Task statement
Go through the entries and count the lines with the string "main" in them. Give only that number.

(Dataset entries)
● ● ●

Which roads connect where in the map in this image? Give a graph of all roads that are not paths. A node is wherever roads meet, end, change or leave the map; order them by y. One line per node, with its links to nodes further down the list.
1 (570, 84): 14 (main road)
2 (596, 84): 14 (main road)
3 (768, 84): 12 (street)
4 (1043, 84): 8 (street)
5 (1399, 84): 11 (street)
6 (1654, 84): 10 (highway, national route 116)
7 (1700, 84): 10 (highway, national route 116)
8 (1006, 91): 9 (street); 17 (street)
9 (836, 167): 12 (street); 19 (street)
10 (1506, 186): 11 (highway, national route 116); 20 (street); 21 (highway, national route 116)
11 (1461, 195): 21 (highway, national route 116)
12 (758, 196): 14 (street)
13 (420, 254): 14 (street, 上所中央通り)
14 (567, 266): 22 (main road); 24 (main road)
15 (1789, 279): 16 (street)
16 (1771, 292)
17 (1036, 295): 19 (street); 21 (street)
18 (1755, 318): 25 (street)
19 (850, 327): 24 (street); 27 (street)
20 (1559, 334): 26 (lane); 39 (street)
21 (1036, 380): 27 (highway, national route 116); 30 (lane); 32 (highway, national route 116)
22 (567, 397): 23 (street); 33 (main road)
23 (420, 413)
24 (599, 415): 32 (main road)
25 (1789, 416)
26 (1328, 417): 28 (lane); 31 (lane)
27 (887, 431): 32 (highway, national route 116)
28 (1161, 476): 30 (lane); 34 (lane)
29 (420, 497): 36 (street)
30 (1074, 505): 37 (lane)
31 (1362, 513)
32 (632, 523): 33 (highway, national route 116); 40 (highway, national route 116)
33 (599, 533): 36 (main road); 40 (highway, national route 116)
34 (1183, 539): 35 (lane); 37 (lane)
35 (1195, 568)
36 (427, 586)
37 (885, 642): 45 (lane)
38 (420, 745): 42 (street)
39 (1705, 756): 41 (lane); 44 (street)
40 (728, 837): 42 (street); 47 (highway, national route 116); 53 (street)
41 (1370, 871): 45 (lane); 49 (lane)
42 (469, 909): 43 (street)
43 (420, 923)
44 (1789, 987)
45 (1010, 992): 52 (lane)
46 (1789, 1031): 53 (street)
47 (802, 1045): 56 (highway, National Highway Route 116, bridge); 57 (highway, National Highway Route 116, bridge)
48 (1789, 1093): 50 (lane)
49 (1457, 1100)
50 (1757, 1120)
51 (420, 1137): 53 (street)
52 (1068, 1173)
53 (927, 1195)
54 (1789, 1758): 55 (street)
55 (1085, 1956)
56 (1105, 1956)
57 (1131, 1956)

● ● ●

Written reply
6